Conversely, it also is almost a cliche to say that the Roman Catholic faith is blessed with a clear vision of the meaning of sexuality. Yet this vision beautiful and compelling as it is is something to which Catholics often dont do justice. In many cases we tend to be more definite about what we are against than about what we stand for. It is clear that we do not approve of premarital sex, infidelity, homosexuality, or masturbation. But we arent as clear and forceful in communicating the vision of what we stand for.

There is a triple theme in Catholic theology that applies to the whole human situation. It applies to man, marriage, and sexuality in marriage. This triple theme is Creation, Fall, and Redemption. The Creation theme tells us that everything in the universe is good and to be affirmed because God made it. The theme of the Fall tells us that creation has a major flaw running through it: sin. Fallen creation calls for the theme of Redemption, which tells us that Christ offers redemption to the, universe and everything in it, including man, marriage, and conjugal intimacy. This article will look at man and marriage in light of the triple theme of Creation-Fall-Redemption, and thus arrive at a Roman Catholic understanding of marital intimacy.

Scripture presents man as created in the image of God. Because man is a reflection of God, we need to ask ourselves who God is. Revelation presents God to us as self-giving Love. God created us freely, and, in the act of creating us, gave himself to us. His act of creating us is self-giving. It is characterized by freedom and generosity. Although we certainly rejoice his heart, God did not create us primarily so that he could get something from us. He created us primarily to give us of his own fullness. The act of creation is an act of complete unselfishness. God is self-giving Love who seeks what is good for those he loves.

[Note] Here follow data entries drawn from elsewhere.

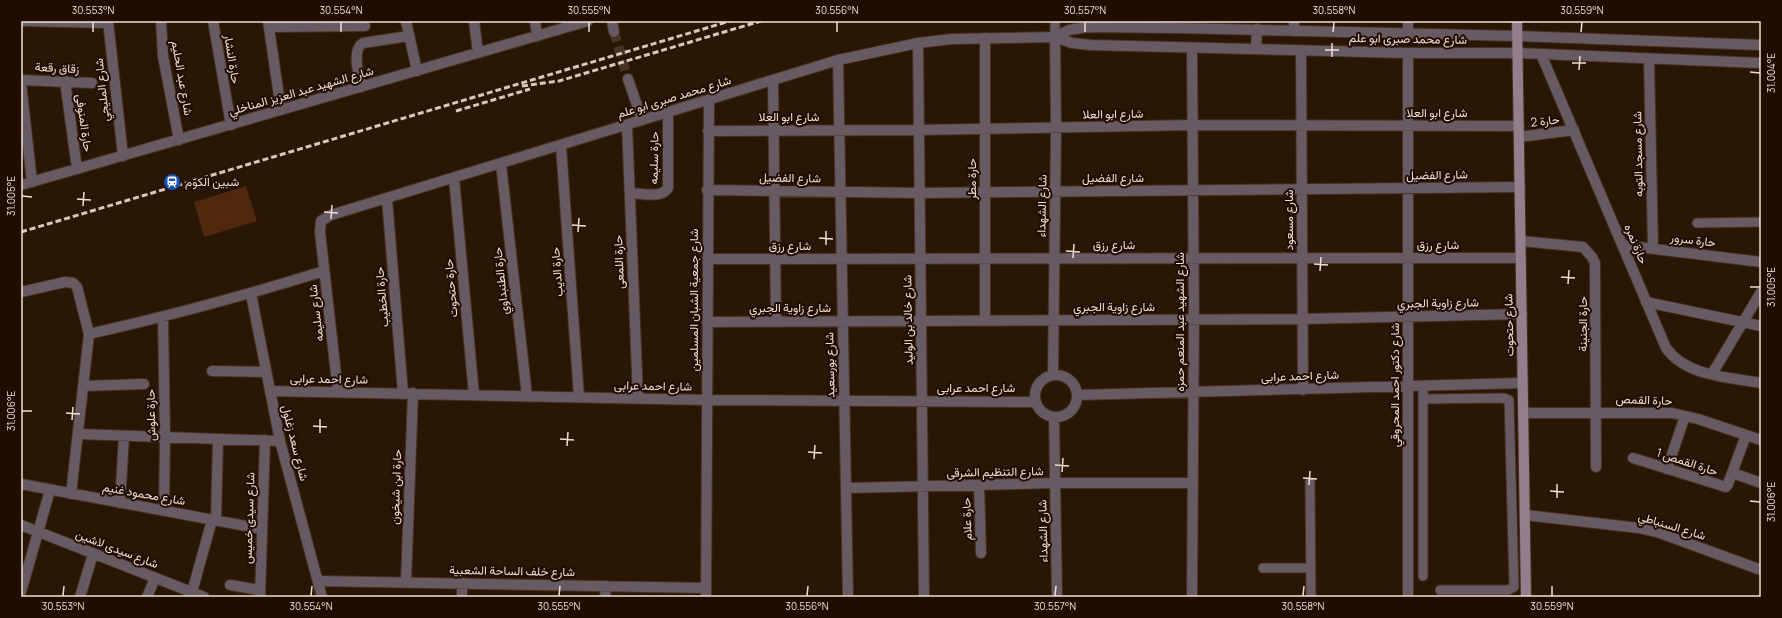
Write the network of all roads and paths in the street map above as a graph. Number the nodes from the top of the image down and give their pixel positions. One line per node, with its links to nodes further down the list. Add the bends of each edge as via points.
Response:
1 (21, 21): 12 (street)
2 (161, 21): 63 (street, شارع عبد الحليم, via 164,63)
3 (213, 21): 50 (street, حارة النشار)
4 (406, 21): 20 (street)
5 (474, 21): 30 (street)
6 (535, 21): 21 (street)
7 (588, 21): 21 (street, شارع الشهيد عبد العزيز المناخلي)
8 (612, 21): 18 (street)
9 (1055, 21): 23 (lane)
10 (1408, 21): 19 (street)
11 (1517, 21): 22 (main road, شارع حتحوت)
12 (108, 22): 65 (street, شارع المليجي)
13 (269, 24): 16 (street); 46 (street)
14 (1177, 24): 15 (street, شارع محمد صبرى ابو علم); 23 (street, شارع محمد صبرى ابو علم, via 1088,27 1069,30)
15 (1257, 25): 17 (street, شارع محمد صبرى ابو علم); 28 (street)
16 (365, 26)
17 (1294, 26): 19 (street, شارع محمد صبرى ابو علم)
18 (614, 32)
19 (1408, 33): 22 (street, شارع محمد صبرى ابو علم)
20 (409, 36): 37 (street); 44 (street, via 363,43 359,46 356,51)
21 (537, 36): 30 (street, شارع الشهيد عبد العزيز المناخلي)
22 (1517, 36): 26 (street, شارع محمد صبرى ابو علم); 32 (main road, شارع حتحوت)
23 (1055, 37): 24 (street, شارع محمد صبرى ابو علم); 27 (street, شارع محمد صبرى ابو علم, via 1081,44); 55 (street, شارع الشهداء)
24 (985, 38): 25 (street, شارع محمد صبرى ابو علم); 56 (street, حارة مطر)
25 (918, 43): 34 (street, شارع محمد صبرى ابو علم); 59 (street, شارع خالد بن الوليد)
26 (1761, 45)
27 (1192, 48): 28 (street, شارع محمد صبرى ابو علم); 52 (street, شارع الشهيد عبد المنعم حمزه)
28 (1256, 49): 29 (street, شارع محمد صبرى ابو علم)
29 (1300, 51): 31 (street, شارع محمد صبرى ابو علم); 49 (street, شارع مسعود)
30 (478, 53): 37 (street, شارع الشهيد عبد العزيز المناخلي)
31 (1408, 53): 32 (street, شارع محمد صبرى ابو علم); 53 (street, شارع دكتور احمد المحروقي)
32 (1518, 53): 33 (street, شارع محمد صبرى ابو علم); 54 (main road, شارع حتحوت)
33 (1541, 54): 35 (street, شارع محمد صبرى ابو علم); 60 (street, حارة نمره)
34 (838, 60): 40 (street, شارع محمد صبرى ابو علم); 58 (street, شارع بورسعيد)
35 (1649, 60): 36 (street, شارع محمد صبرى ابو علم); 88 (street, شارع مسجد التوبه)
36 (1761, 63)
37 (417, 71): 44 (street, شارع الشهيد عبد العزيز المناخلي)
38 (628, 79): 48 (street)
39 (21, 80): 41 (street, زقاق رقعة)
40 (773, 80): 45 (street, شارع محمد صبرى ابو علم); 57 (street)
41 (65, 81): 43 (street, زقاق رقعة); 67 (street, حارة المنوفى)
42 (21, 83): 69 (street)
43 (92, 83)
44 (361, 87): 46 (street, شارع الشهيد عبد العزيز المناخلي)
45 (709, 100): 47 (street, شارع محمد صبرى ابو علم); 61 (street, شارع جمعية الشبان المسلمين)
46 (282, 110): 50 (street, شارع الشهيد عبد العزيز المناخلي)
47 (668, 113): 48 (street, شارع محمد صبرى ابو علم); 80 (street, حارة سليمه, via 668,188 660,194)
48 (642, 120): 51 (street, شارع محمد صبرى ابو علم)
49 (1301, 124): 52 (street, شارع ابو العلا); 53 (street, شارع ابو العلا); 73 (street, شارع مسعود)
50 (231, 125): 63 (street, شارع الشهيد عبد العزيز المناخلي)
51 (627, 125): 64 (street, شارع محمد صبرى ابو علم); 80 (street, حارة اللمعى)
52 (1193, 125): 55 (street, شارع ابو العلا); 76 (street, شارع الشهيد عبد المنعم حمزه)
53 (1408, 125): 54 (street, شارع ابو العلا); 72 (street, شارع دكتور احمد المحروقي)
54 (1519, 126): 62 (main road, شارع حتحوت)
55 (1056, 128): 56 (street, شارع ابو العلا); 79 (street, شارع الشهداء)
56 (985, 129): 59 (street, شارع ابو العلا); 78 (street, حارة مطر)
57 (773, 130): 58 (street, شارع ابو العلا); 61 (street, شارع ابو العلا); 75 (street)
58 (839, 130): 59 (street, شارع ابو العلا); 77 (street, شارع بورسعيد)
59 (919, 130): 81 (street, شارع خالد بن الوليد)
60 (1574, 130): 62 (street, حارة 2); 87 (street, حارة نمره)
61 (708, 131): 74 (street, شارع جمعية الشبان المسلمين)
62 (1519, 137): 71 (main road, شارع حتحوت)
63 (180, 140): 65 (street, شارع الشهيد عبد العزيز المناخلي)
64 (561, 146): 66 (street, شارع محمد صبرى ابو علم); 137 (street, حارة الديب)
65 (122, 156): 67 (street, شارع الشهيد عبد العزيز المناخلي)
66 (502, 164): 68 (street, شارع محمد صبرى ابو علم); 136 (street, حارة الطنبداوي)
67 (77, 169): 69 (street, شارع الشهيد عبد العزيز المناخلي)
68 (454, 178): 82 (street, شارع محمد صبرى ابو علم); 134 (street, حارة حتحوت)
69 (32, 182): 70 (street, شارع الشهيد عبد العزيز المناخلي)
70 (21, 186)
71 (1520, 187): 72 (street, شارع الفضيل); 86 (main road, شارع حتحوت)
72 (1408, 188): 73 (street, شارع الفضيل); 92 (street, شارع دكتور احمد المحروقي)
73 (1301, 189): 76 (street, شارع الفضيل); 91 (street, شارع مسعود)
74 (708, 190): 75 (street, شارع الفضيل); 94 (street, شارع جمعية الشبان المسلمين)
75 (774, 191): 77 (street, شارع الفضيل); 95 (street)
76 (1193, 191): 79 (street, شارع الفضيل); 90 (street, شارع الشهيد عبد المنعم حمزه)
77 (840, 192): 81 (street, شارع الفضيل); 96 (street, شارع بورسعيد)
78 (985, 192): 79 (street, شارع الفضيل); 81 (street, شارع الفضيل); 98 (street, حارة مطر)
79 (1056, 192): 89 (street, شارع الشهداء)
80 (630, 193): 138 (street, حارة اللمعى)
81 (919, 193): 97 (street, شارع خالد بن الوليد)
82 (387, 199): 85 (street, شارع محمد صبرى ابو علم, via 326,217 319,226); 133 (street, حارة الخطيب)
83 (1761, 222): 84 (lane)
84 (1697, 223)
85 (320, 232): 100 (street, شارع سليمه)
86 (1520, 241): 93 (main road, شارع حتحوت); 146 (street, حارة الجنينة, via 1584,247 1592,257 1596,269)
87 (1622, 245): 88 (street, حارة سرور); 104 (street, حارة نمره)
88 (1653, 248): 99 (street, حارة سرور)
89 (1054, 258): 90 (street, شارع رزق); 98 (street, شارع رزق); 108 (street, شارع الشهداء)
90 (1193, 258): 91 (street, شارع رزق); 109 (street, شارع الشهيد عبد المنعم حمزه)
91 (1302, 258): 92 (street, شارع رزق); 110 (street, شارع مسعود)
92 (1408, 258): 93 (street, شارع رزق); 106 (street, شارع دكتور احمد المحروقي)
93 (1521, 258): 105 (main road, شارع حتحوت)
94 (707, 259): 95 (street, شارع رزق); 114 (street, شارع جمعية الشبان المسلمين)
95 (775, 259): 96 (street, شارع رزق); 115 (street)
96 (841, 259): 97 (street, شارع رزق); 111 (street, شارع بورسعيد)
97 (920, 259): 98 (street, شارع رزق); 112 (street, شارع خالد بن الوليد)
98 (985, 259): 113 (street, حارة مطر)
99 (1761, 262)
100 (324, 271): 103 (street); 131 (street, شارع سليمه)
101 (21, 292): 118 (street, via 65,282 73,283 77,287)
102 (1761, 292): 116 (street)
103 (251, 294): 107 (street); 120 (street, شارع سعد زغلول)
104 (1646, 302): 116 (street); 122 (street, حارة نمره, via 1661,338 1672,356 1688,368)
105 (1522, 314): 106 (street, شارع زاوية الجبري); 123 (main road, شارع حتحوت)
106 (1408, 317): 110 (street, شارع زاوية الجبري); 127 (street, شارع دكتور احمد المحروقي)
107 (163, 318): 118 (street); 153 (street, حارة علوش)
108 (1054, 320): 109 (street, شارع زاوية الجبري); 113 (street, شارع زاوية الجبري); 121 (street, شارع الشهداء)
109 (1194, 320): 110 (street, شارع زاوية الجبري); 132 (street, شارع الشهيد عبد المنعم حمزه)
110 (1302, 320): 129 (street, شارع مسعود)
111 (842, 321): 112 (street, شارع زاوية الجبري); 115 (street, شارع زاوية الجبري); 143 (street, شارع بورسعيد)
112 (921, 321): 113 (street, شارع زاوية الجبري); 144 (street, شارع خالد بن الوليد)
113 (985, 321)
114 (707, 322): 115 (street, شارع زاوية الجبري); 140 (street, شارع جمعية الشبان المسلمين)
115 (776, 322)
116 (1744, 322): 117 (street); 122 (street)
117 (1761, 326)
118 (89, 334): 126 (street)
119 (212, 371): 120 (street)
120 (266, 372): 130 (street, شارع سعد زغلول)
121 (1053, 374): 135 (street, via 1060,374 1072,382); 145 (street, via 1038,384 1035,389)
122 (1712, 374): 125 (street, حارة نمره)
123 (1522, 383): 128 (street, شارع احمد عرابى); 142 (main road, شارع حتحوت)
124 (144, 384): 126 (street)
125 (1761, 384)
126 (83, 386): 150 (street)
127 (1408, 386): 128 (street, شارع احمد عرابى); 129 (street, شارع احمد عرابى); 207 (street, شارع دكتور احمد المحروقي)
128 (1423, 386): 139 (lane)
129 (1303, 390): 132 (street, شارع احمد عرابى)
130 (270, 391): 131 (street, شارع احمد عرابى); 157 (street, شارع سعد زغلول)
131 (338, 392): 133 (street, شارع احمد عرابى)
132 (1193, 392): 135 (street, شارع احمد عرابى); 164 (street, شارع الشهيد عبد المنعم حمزه)
133 (408, 393): 134 (street, شارع احمد عرابى); 187 (street, حارة ابن شيخون)
134 (474, 395): 136 (street, شارع احمد عرابى)
135 (1077, 395): 149 (street, via 1073,409 1061,417)
136 (527, 396): 137 (street, شارع احمد عرابى)
137 (579, 397): 138 (street, شارع احمد عرابى)
138 (638, 398): 140 (street, شارع احمد عرابى)
139 (1423, 399): 141 (lane); 184 (lane)
140 (707, 400): 143 (street, شارع احمد عرابى); 194 (street, شارع جمعية الشبان المسلمين)
141 (1509, 400): 142 (lane); 191 (lane, via 1514,587 1508,590)
142 (1523, 400): 147 (main road, شارع حتحوت)
143 (844, 401): 144 (street, شارع احمد عرابى); 169 (street, شارع بورسعيد)
144 (921, 401): 145 (street, شارع احمد عرابى); 168 (street, شارع خالد بن الوليد)
145 (1035, 402): 149 (street, via 1042,412)
146 (1596, 412): 147 (street, حارة القمص); 148 (street, حارة القمص, via 1657,412); 159 (street, حارة الجنينة)
147 (1523, 413): 174 (main road, شارع حتحوت)
148 (1685, 416): 151 (street, حارة القمص); 160 (street)
149 (1054, 417): 163 (street, شارع الشهداء)
150 (78, 434): 152 (street); 171 (street)
151 (1746, 435): 156 (street, حارة القمص); 161 (street, حارة القمص 1)
152 (124, 436): 153 (street); 172 (street)
153 (165, 437): 154 (street); 173 (street, حارة علوش)
154 (218, 439): 155 (street); 175 (street)
155 (265, 440): 157 (street); 177 (street, شارع سيدى خميس)
156 (1761, 440)
157 (280, 441): 186 (street, شارع سعد زغلول)
158 (1633, 458): 160 (street, حارة القمص 1)
159 (1596, 467)
160 (1667, 469): 161 (street, حارة القمص 1, via 1724,487)
161 (1733, 473): 165 (street)
162 (1310, 482): 182 (lane)
163 (1055, 483): 164 (street, شارع التنظيم الشرقى); 167 (street, شارع التنظيم الشرقى); 204 (street, شارع الشهداء)
164 (1193, 483): 205 (street, شارع الشهيد عبد المنعم حمزه)
165 (1761, 483)
166 (21, 484): 170 (street, شارع محمود غنيم)
167 (979, 485): 168 (street, شارع التنظيم الشرقى); 179 (street, حارة علام)
168 (922, 486): 169 (street, شارع التنظيم الشرقى); 203 (street, شارع خالد بن الوليد)
169 (846, 488): 202 (street, شارع بورسعيد)
170 (50, 490): 171 (street, شارع محمود غنيم); 178 (street)
171 (71, 494): 172 (street, شارع محمود غنيم)
172 (120, 503): 173 (street, شارع محمود غنيم)
173 (164, 511): 175 (street, شارع محمود غنيم)
174 (1524, 514): 183 (street, شارع السنباطي, via 1639,528 1660,533); 208 (main road, شارع حتحوت)
175 (214, 520): 177 (street, شارع محمود غنيم); 193 (street)
176 (21, 525): 178 (street, شارع سيدى لاشين)
177 (262, 529): 195 (street, شارع سيدى خميس)
178 (37, 532): 180 (street, شارع سيدى لاشين); 192 (street)
179 (981, 553)
180 (93, 554): 185 (street, شارع سيدى لاشين); 196 (street)
181 (1263, 568): 182 (lane)
182 (1310, 568): 206 (lane)
183 (1761, 570)
184 (1423, 576)
185 (155, 578): 193 (street, شارع سيدى لاشين); 197 (street)
186 (318, 580): 187 (street, شارع خلف الساحة الشعبية); 199 (street, شارع سعد زغلول)
187 (406, 582): 188 (street, شارع خلف الساحة الشعبية)
188 (462, 583): 190 (street, شارع خلف الساحة الشعبية); 200 (street)
189 (230, 585): 195 (street)
190 (606, 586): 194 (street, شارع خلف الساحة الشعبية); 201 (street)
191 (1440, 590)
192 (21, 592)
193 (192, 592): 198 (street, شارع سيدى لاشين)
194 (706, 592)
195 (260, 593)
196 (80, 597)
197 (147, 597)
198 (204, 597)
199 (322, 597)
200 (462, 597)
201 (605, 597)
202 (848, 597)
203 (924, 597)
204 (1057, 597)
205 (1192, 597)
206 (1311, 597)
207 (1408, 597)
208 (1526, 597)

Man is created in the image of the self-giving love of God. This means that man cannot find his fulfillment apart from giving himself in love to others. Therefore, part of mans fulfillment is linked up with responsibilities to others and with duties. These responsibilities and duties man has toward others, but far from being a threat to his fulfillment, they are the stuff out of which his fulfillment is made.

This vision of man goes against much of contemporary thinking about fulfillment. In the last few decades, we have seen the rise of the cult of self-fulfillment. It often says, I have to be me. I have to leave my family, my children, my responsibilities, and cut my ties, so that I can find myself. My family, my children, and my spouse are preventing me from becoming myself. The cult of fulfillment is a direct contradiction to the vision of man as image of the loving God. In fact, one finds ones fulfillment in honoring ones commitments to others, ones duties, ones responsibilities. Man is essentially a social being. In order to be himself, he must exist with others and manifest an attitude of giving of himself to others.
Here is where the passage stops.